X exploiteert twee campings in de gemeente Amsterdam. In geschil is de aanslag toeristenbelasting 2015. De toeristenbelasting bedraagt in Amsterdam 5% van de heffingsgrondslag. Over die heffingsgrondslag zijn partijen het niet eens.
In artikel 4 van de verordening staat dat de belasting wordt berekend over de vergoeding die ter zake van het verblijf met overnachten in rekening wordt gebracht, de toeristenbelasting niet daaronder begrepen. Als vergoeding kan worden aangemerkt het bedrag dat als verschuldigd wegens logies aan de heffing van omzetbelasting is onderworpen.

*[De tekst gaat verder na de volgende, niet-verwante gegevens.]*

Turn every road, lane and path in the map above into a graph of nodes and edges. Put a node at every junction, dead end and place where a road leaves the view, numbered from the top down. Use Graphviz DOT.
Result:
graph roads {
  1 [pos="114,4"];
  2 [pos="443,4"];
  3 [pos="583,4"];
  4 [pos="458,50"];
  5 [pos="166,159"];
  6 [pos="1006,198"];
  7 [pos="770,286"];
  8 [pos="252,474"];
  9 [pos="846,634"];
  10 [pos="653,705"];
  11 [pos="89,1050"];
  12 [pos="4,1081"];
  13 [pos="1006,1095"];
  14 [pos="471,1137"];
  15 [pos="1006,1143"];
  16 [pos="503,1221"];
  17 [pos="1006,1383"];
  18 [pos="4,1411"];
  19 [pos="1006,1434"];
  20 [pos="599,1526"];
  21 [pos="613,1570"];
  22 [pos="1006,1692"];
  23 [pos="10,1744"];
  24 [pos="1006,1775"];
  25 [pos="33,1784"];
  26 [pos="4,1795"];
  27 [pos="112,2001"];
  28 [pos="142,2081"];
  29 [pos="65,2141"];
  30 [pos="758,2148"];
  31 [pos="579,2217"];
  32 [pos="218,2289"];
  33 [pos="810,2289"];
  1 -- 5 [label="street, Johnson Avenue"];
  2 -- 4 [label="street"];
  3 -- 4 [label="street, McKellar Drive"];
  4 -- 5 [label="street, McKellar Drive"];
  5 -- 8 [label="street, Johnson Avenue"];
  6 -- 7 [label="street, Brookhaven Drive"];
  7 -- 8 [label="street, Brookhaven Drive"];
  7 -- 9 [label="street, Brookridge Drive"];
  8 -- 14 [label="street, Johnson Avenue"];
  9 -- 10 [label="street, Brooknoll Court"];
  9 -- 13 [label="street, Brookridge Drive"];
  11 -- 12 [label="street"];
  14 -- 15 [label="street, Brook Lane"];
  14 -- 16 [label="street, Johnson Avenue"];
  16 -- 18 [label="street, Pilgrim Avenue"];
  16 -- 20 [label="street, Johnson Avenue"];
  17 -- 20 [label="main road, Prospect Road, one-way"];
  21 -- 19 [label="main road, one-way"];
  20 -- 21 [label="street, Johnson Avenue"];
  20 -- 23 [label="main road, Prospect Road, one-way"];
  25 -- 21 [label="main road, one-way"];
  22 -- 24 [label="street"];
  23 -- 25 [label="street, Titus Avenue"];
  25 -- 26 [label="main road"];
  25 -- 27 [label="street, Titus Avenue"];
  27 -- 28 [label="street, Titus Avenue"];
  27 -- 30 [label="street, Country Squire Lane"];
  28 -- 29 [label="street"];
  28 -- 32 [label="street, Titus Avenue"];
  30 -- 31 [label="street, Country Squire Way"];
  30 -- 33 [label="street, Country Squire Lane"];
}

Het Hof oordeelt dat gelet op het bepaalde in artikel 4 eerste lid van de Verordening het gaat over de vergoeding die in rekening wordt gebracht ter zake van het verblijf met overnachten. Hieruit valt (grammaticaal) geenszins op te maken dat het hier slechts en alleen zou gaan over de kale overnachtingsprijs per nacht/per persoon. Niet valt in te zien waarom andere vergoedingen die ook betrekking hebben op het verblijf en de overnachting hieronder niet geschaard dienen te worden. Voorts wijst het Hof (gelet op het bepaalde in het tweede lid van artikel 4 van de Verordening) ook op de onder 5.1. geciteerde bepalingen omtrent de omzetbelasting.
De verordening biedt geen steun voor het standpunt van X dat alleen de kale overnachtingsprijs per nacht/per persoon kan worden belast met toeristenbelasting. X heeft met de normale regels van de bewijslastverdeling niet aannemelijk gemaakt dat de heffingsambtenaar de aanslag te hoog heeft opgelegd. De vraag of de bewijslast moet worden omgekeerd op de grond dat X niet de vereiste aangifte zou hebben gedaan, kan daarom onbesproken blijven.
Uit deze uitspraak blijkt opnieuw hoe belangrijk de juiste formulering van de heffingsmaatstaf is.